A quantitative assessment questionnaire will be administered online
at four points in time. The assessment will be used to measure changes
in condom use behavior, number of sex partners, HIV testing, sexually
transmitted disease (STD) testing, health care engagement, pre-exposure
prophylaxis uptake and adherence, and antiretroviral therapy uptake and
adherence following completion of the intervention. Participants will
complete the assessment in-person at baseline and 9-months, using a
computer in a private location, and remotely via their personal
computer or tablet device at the 3-month and 6-month follow-ups. The
same information will be collected from all participants. The burden
per response for each assessment is 1.5 hours.

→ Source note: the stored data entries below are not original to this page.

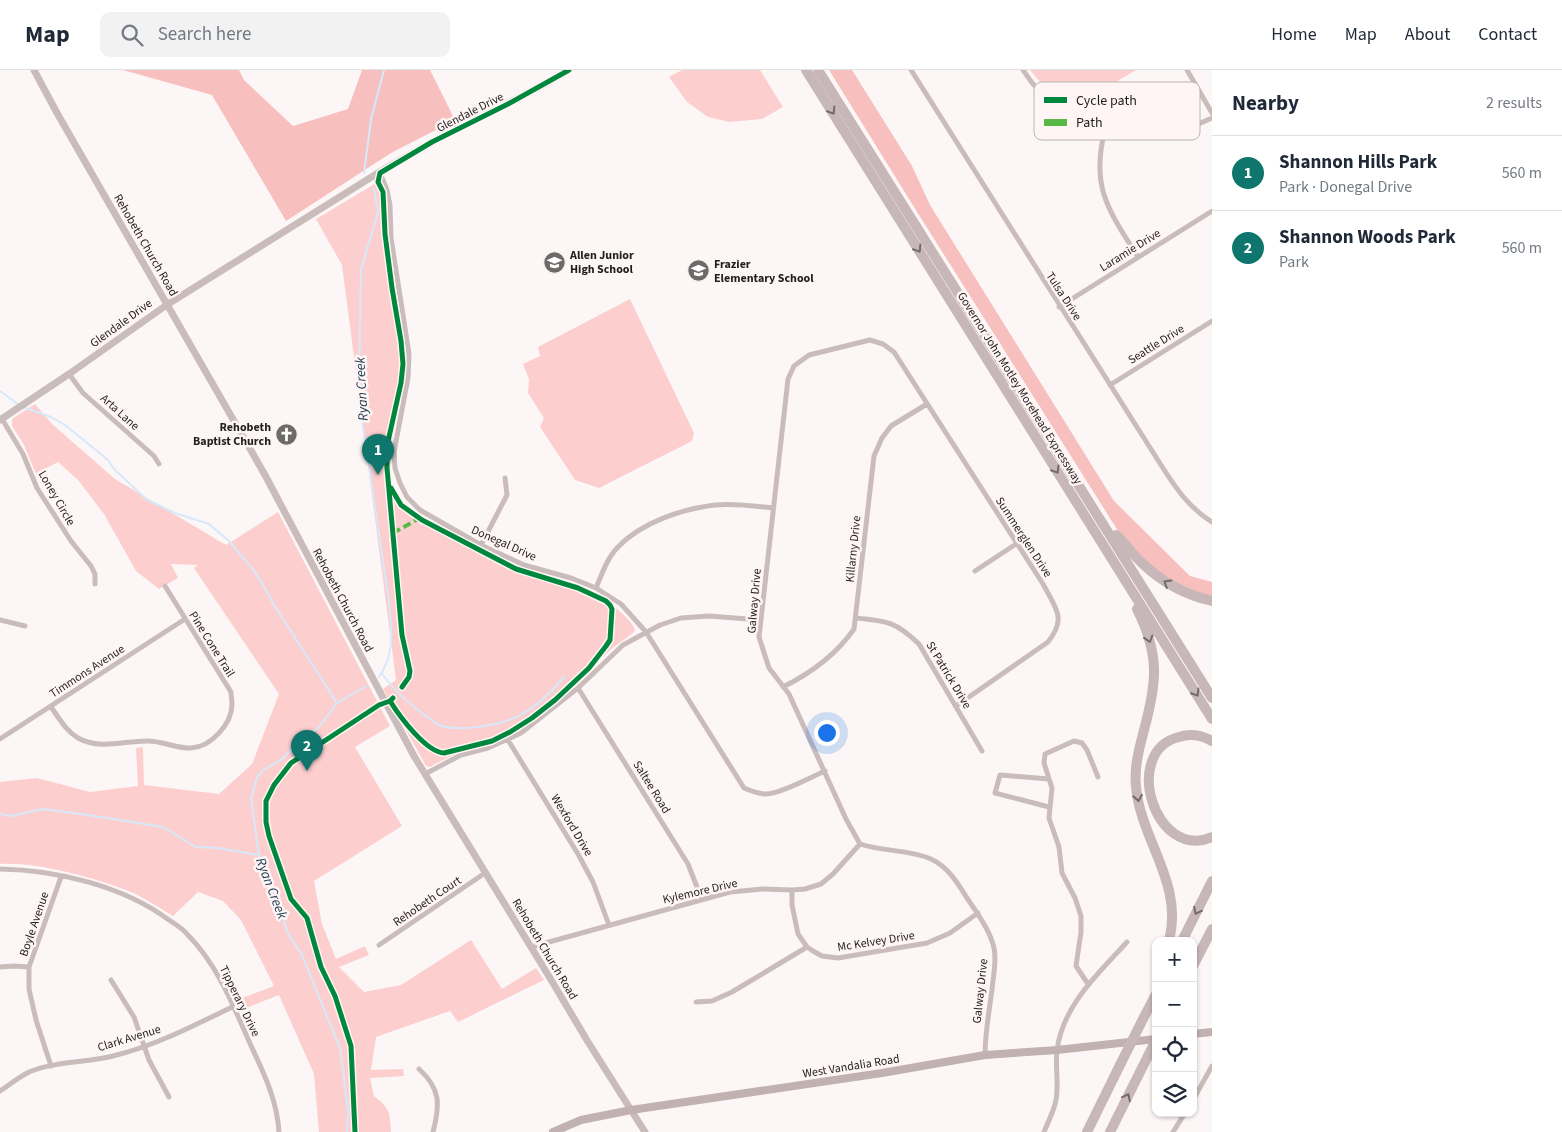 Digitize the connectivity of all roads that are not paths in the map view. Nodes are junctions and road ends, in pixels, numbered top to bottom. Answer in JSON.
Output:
{"nodes":[{"id":1,"x":34,"y":70,"type":"edge"},
{"id":2,"x":569,"y":70,"type":"edge"},
{"id":3,"x":806,"y":70,"type":"edge"},
{"id":4,"x":818,"y":70,"type":"edge"},
{"id":5,"x":910,"y":70,"type":"edge"},
{"id":6,"x":1023,"y":70,"type":"edge"},
{"id":7,"x":1187,"y":70,"type":"edge"},
{"id":8,"x":1194,"y":82,"type":"edge"},
{"id":9,"x":1034,"y":84,"type":"edge"},
{"id":10,"x":1200,"y":92,"type":"edge"},
{"id":11,"x":1212,"y":113,"type":"edge"},
{"id":12,"x":1212,"y":118,"type":"edge"},
{"id":13,"x":1200,"y":123,"type":"edge"},
{"id":14,"x":1103,"y":140,"type":"edge"},
{"id":15,"x":380,"y":173,"type":"junction"},
{"id":16,"x":1212,"y":211,"type":"edge"},
{"id":17,"x":1138,"y":257,"type":"junction"},
{"id":18,"x":168,"y":304,"type":"junction"},
{"id":19,"x":1059,"y":307,"type":"junction"},
{"id":20,"x":1212,"y":321,"type":"edge"},
{"id":21,"x":894,"y":352,"type":"joint"},
{"id":22,"x":69,"y":374,"type":"junction"},
{"id":23,"x":1110,"y":385,"type":"junction"},
{"id":24,"x":927,"y":404,"type":"junction"},
{"id":25,"x":1,"y":420,"type":"edge"},
{"id":26,"x":159,"y":464,"type":"dead end"},
{"id":27,"x":505,"y":478,"type":"dead end"},
{"id":28,"x":773,"y":508,"type":"junction"},
{"id":29,"x":1212,"y":522,"type":"edge"},
{"id":30,"x":1105,"y":528,"type":"junction"},
{"id":31,"x":1016,"y":544,"type":"junction"},
{"id":32,"x":481,"y":545,"type":"junction"},
{"id":33,"x":1105,"y":548,"type":"junction"},
{"id":34,"x":975,"y":571,"type":"dead end"},
{"id":35,"x":95,"y":584,"type":"dead end"},
{"id":36,"x":165,"y":586,"type":"dead end"},
{"id":37,"x":596,"y":588,"type":"junction"},
{"id":38,"x":1212,"y":601,"type":"edge"},
{"id":39,"x":856,"y":618,"type":"junction"},
{"id":40,"x":185,"y":619,"type":"junction"},
{"id":41,"x":0,"y":620,"type":"edge"},
{"id":42,"x":761,"y":620,"type":"junction"},
{"id":43,"x":25,"y":626,"type":"dead end"},
{"id":44,"x":646,"y":632,"type":"junction"},
{"id":45,"x":783,"y":687,"type":"junction"},
{"id":46,"x":578,"y":688,"type":"junction"},
{"id":47,"x":1212,"y":698,"type":"edge"},
{"id":48,"x":956,"y":706,"type":"junction"},
{"id":49,"x":50,"y":707,"type":"junction"},
{"id":50,"x":1212,"y":719,"type":"edge"},
{"id":51,"x":0,"y":739,"type":"edge"},
{"id":52,"x":508,"y":740,"type":"junction"},
{"id":53,"x":1212,"y":741,"type":"edge"},
{"id":54,"x":982,"y":751,"type":"dead end"},
{"id":55,"x":825,"y":771,"type":"junction"},
{"id":56,"x":425,"y":774,"type":"junction"},
{"id":57,"x":1098,"y":777,"type":"dead end"},
{"id":58,"x":1049,"y":779,"type":"junction"},
{"id":59,"x":1049,"y":807,"type":"junction"},
{"id":60,"x":1212,"y":837,"type":"edge"},
{"id":61,"x":860,"y":844,"type":"junction"},
{"id":62,"x":0,"y":869,"type":"edge"},
{"id":63,"x":485,"y":873,"type":"junction"},
{"id":64,"x":61,"y":876,"type":"junction"},
{"id":65,"x":1212,"y":881,"type":"edge"},
{"id":66,"x":792,"y":890,"type":"junction"},
{"id":67,"x":702,"y":900,"type":"junction"},
{"id":68,"x":978,"y":913,"type":"junction"},
{"id":69,"x":609,"y":925,"type":"junction"},
{"id":70,"x":1212,"y":929,"type":"edge"},
{"id":71,"x":1170,"y":937,"type":"edge"},
{"id":72,"x":1184,"y":937,"type":"edge"},
{"id":73,"x":1127,"y":942,"type":"dead end"},
{"id":74,"x":379,"y":945,"type":"dead end"},
{"id":75,"x":531,"y":947,"type":"junction"},
{"id":76,"x":808,"y":947,"type":"junction"},
{"id":77,"x":1197,"y":958,"type":"edge"},
{"id":78,"x":0,"y":967,"type":"edge"},
{"id":79,"x":30,"y":967,"type":"junction"},
{"id":80,"x":111,"y":980,"type":"dead end"},
{"id":81,"x":1088,"y":984,"type":"junction"},
{"id":82,"x":696,"y":1002,"type":"dead end"},
{"id":83,"x":1152,"y":1002,"type":"edge"},
{"id":84,"x":234,"y":1006,"type":"junction"},
{"id":85,"x":1212,"y":1032,"type":"edge"},
{"id":86,"x":1197,"y":1034,"type":"edge"},
{"id":87,"x":1152,"y":1039,"type":"edge"},
{"id":88,"x":144,"y":1046,"type":"junction"},
{"id":89,"x":1152,"y":1047,"type":"edge"},
{"id":90,"x":1057,"y":1050,"type":"junction"},
{"id":91,"x":985,"y":1055,"type":"junction"},
{"id":92,"x":51,"y":1066,"type":"junction"},
{"id":93,"x":1212,"y":1066,"type":"edge"},
{"id":94,"x":418,"y":1069,"type":"dead end"},
{"id":95,"x":0,"y":1091,"type":"edge"},
{"id":96,"x":1197,"y":1093,"type":"edge"},
{"id":97,"x":169,"y":1097,"type":"dead end"},
{"id":98,"x":631,"y":1110,"type":"junction"},
{"id":99,"x":1182,"y":1117,"type":"edge"},
{"id":100,"x":279,"y":1132,"type":"edge"},
{"id":101,"x":433,"y":1132,"type":"edge"},
{"id":102,"x":553,"y":1132,"type":"edge"},
{"id":103,"x":645,"y":1132,"type":"edge"},
{"id":104,"x":1044,"y":1132,"type":"edge"},
{"id":105,"x":1087,"y":1132,"type":"edge"},
{"id":106,"x":1110,"y":1132,"type":"edge"},
{"id":107,"x":1173,"y":1132,"type":"edge"}],
"edges":[{"from":1,"to":18,"type":"street","name":"Rehobeth Church Road"},
{"from":2,"to":15,"type":"street","name":"Glendale Drive"},
{"from":3,"to":33,"type":"highway","name":"Governor John Motley Morehead Expressway","one_way":true},
{"from":4,"to":30,"type":"highway","name":"Governor John Motley Morehead Expressway"},
{"from":5,"to":19,"type":"street","name":"Tulsa Drive"},
{"from":6,"to":9,"type":"street"},
{"from":7,"to":8,"type":"street"},
{"from":10,"to":11,"type":"street"},
{"from":12,"to":13,"type":"street"},
{"from":14,"to":17,"type":"street"},
{"from":15,"to":18,"type":"street","name":"Glendale Drive"},
{"from":15,"to":32,"type":"street","name":"Donegal Drive"},
{"from":16,"to":17,"type":"street","name":"Laramie Drive"},
{"from":17,"to":19,"type":"street","name":"Laramie Drive"},
{"from":18,"to":22,"type":"street","name":"Glendale Drive"},
{"from":18,"to":56,"type":"street","name":"Rehobeth Church Road"},
{"from":19,"to":23,"type":"street","name":"Tulsa Drive"},
{"from":20,"to":23,"type":"street","name":"Seattle Drive"},
{"from":21,"to":24,"type":"street","name":"Summerglen Drive"},
{"from":21,"to":28,"type":"street","name":"Galway Drive"},
{"from":22,"to":25,"type":"street","name":"Glendale Drive"},
{"from":22,"to":26,"type":"street","name":"Arta Lane"},
{"from":23,"to":29,"type":"street","name":"Tulsa Drive"},
{"from":24,"to":31,"type":"street","name":"Summerglen Drive"},
{"from":24,"to":39,"type":"street","name":"Killarny Drive"},
{"from":25,"to":35,"type":"street","name":"Loney Circle"},
{"from":27,"to":32,"type":"street"},
{"from":28,"to":37,"type":"street"},
{"from":28,"to":42,"type":"street","name":"Galway Drive"},
{"from":38,"to":30,"type":"highway","one_way":true},
{"from":30,"to":47,"type":"highway","name":"Governor John Motley Morehead Expressway"},
{"from":31,"to":34,"type":"street"},
{"from":31,"to":48,"type":"street","name":"Summerglen Drive"},
{"from":32,"to":37,"type":"street","name":"Donegal Drive"},
{"from":33,"to":50,"type":"highway","name":"Governor John Motley Morehead Expressway","one_way":true},
{"from":33,"to":71,"type":"highway","one_way":true},
{"from":36,"to":40,"type":"street","name":"Pine Cone Trail"},
{"from":37,"to":44,"type":"street","name":"Donegal Drive"},
{"from":39,"to":45,"type":"street","name":"Killarny Drive"},
{"from":39,"to":48,"type":"street","name":"St Patrick Drive"},
{"from":40,"to":49,"type":"street","name":"Timmons Avenue"},
{"from":40,"to":49,"type":"street","name":"Pine Cone Trail"},
{"from":41,"to":43,"type":"street"},
{"from":42,"to":44,"type":"street"},
{"from":42,"to":45,"type":"street","name":"Galway Drive"},
{"from":44,"to":46,"type":"street"},
{"from":44,"to":55,"type":"street","name":"Donegal Drive"},
{"from":45,"to":55,"type":"street","name":"Galway Drive"},
{"from":46,"to":52,"type":"street"},
{"from":46,"to":67,"type":"street","name":"Saltee Road"},
{"from":48,"to":54,"type":"street","name":"St Patrick Drive"},
{"from":49,"to":51,"type":"street","name":"Timmons Avenue"},
{"from":52,"to":56,"type":"street"},
{"from":52,"to":69,"type":"street","name":"Wexford Drive"},
{"from":53,"to":60,"type":"highway"},
{"from":55,"to":61,"type":"street","name":"Galway Drive"},
{"from":56,"to":63,"type":"street","name":"Rehobeth Church Road"},
{"from":57,"to":58,"type":"street"},
{"from":58,"to":59,"type":"street"},
{"from":58,"to":59,"type":"street"},
{"from":59,"to":81,"type":"street"},
{"from":61,"to":66,"type":"street","name":"Kylemore Drive"},
{"from":61,"to":68,"type":"street","name":"Galway Drive"},
{"from":62,"to":64,"type":"street","name":"Tipperary Drive"},
{"from":63,"to":74,"type":"street","name":"Rehobeth Court"},
{"from":63,"to":75,"type":"street","name":"Rehobeth Church Road"},
{"from":64,"to":79,"type":"street","name":"Boyle Avenue"},
{"from":64,"to":84,"type":"street","name":"Tipperary Drive"},
{"from":65,"to":72,"type":"highway","one_way":true},
{"from":66,"to":67,"type":"street","name":"Kylemore Drive"},
{"from":66,"to":76,"type":"street"},
{"from":67,"to":69,"type":"street","name":"Kylemore Drive"},
{"from":68,"to":76,"type":"street","name":"Mc Kelvey Drive"},
{"from":68,"to":91,"type":"street","name":"Galway Drive"},
{"from":69,"to":75,"type":"street","name":"Kylemore Drive"},
{"from":70,"to":77,"type":"highway"},
{"from":73,"to":81,"type":"street"},
{"from":75,"to":98,"type":"street","name":"Rehobeth Church Road"},
{"from":76,"to":82,"type":"street"},
{"from":78,"to":79,"type":"street"},
{"from":79,"to":92,"type":"street","name":"Boyle Avenue"},
{"from":80,"to":88,"type":"street"},
{"from":81,"to":90,"type":"street"},
{"from":83,"to":105,"type":"highway","bridge":true},
{"from":84,"to":88,"type":"street","name":"Clark Avenue"},
{"from":84,"to":100,"type":"street","name":"Tipperary Drive"},
{"from":85,"to":86,"type":"main road"},
{"from":87,"to":90,"type":"main road","name":"West Vandalia Road"},
{"from":88,"to":92,"type":"street","name":"Clark Avenue"},
{"from":88,"to":97,"type":"street"},
{"from":106,"to":89,"type":"highway","one_way":true},
{"from":90,"to":91,"type":"main road","name":"West Vandalia Road"},
{"from":90,"to":104,"type":"street"},
{"from":91,"to":98,"type":"main road","name":"West Vandalia Road"},
{"from":92,"to":95,"type":"street","name":"Clark Avenue"},
{"from":93,"to":96,"type":"street"},
{"from":94,"to":101,"type":"street"},
{"from":98,"to":102,"type":"main road","name":"West Vandalia Road"},
{"from":98,"to":103,"type":"street","name":"Rehobeth Church Road"},
{"from":99,"to":107,"type":"street"}]}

It is expected that 50% of men screened will meet study eligibility
and provide contact information, that 75 percent will schedule and show
up for an in-person appointment, and that 95 percent of these men will
remain eligible after reverification. We expect the initial screening
to take approximately four minutes to complete, that providing contact
information will take 1 minute, and the rescreening prior to study
enrollment to take another four minutes.
OMB approval is requested for two years. Participation is voluntary
and there are no costs to the respondents other than their time. The
total estimated annual burden is 3,787 hours.
Estimated Annualized Burden Hours
----------------------------------------------------------------------------------------------------------------
Average
Number of Number of burden per
Type of respondent Form name respondents responses per response (in
respondent hours)
----------------------------------------------------------------------------------------------------------------
Men >= 18 Years of Age Who Have Sex Participant Screening 1,693 1 4/60
With Men. (Eligibility).
Contact Information Form... 847 1 1/60
Participant Screening 635 1 4/60
(Verification).
Assessment................. 603 4 1.5
----------------------------------------------------------------------------------------------------------------
Leroy A. Richardson,
Chief, Information Collection Review Office, Office of Scientific
Integrity, Office of the Associate Director for Science, Office of the
Director, Centers for Disease Control and Prevention.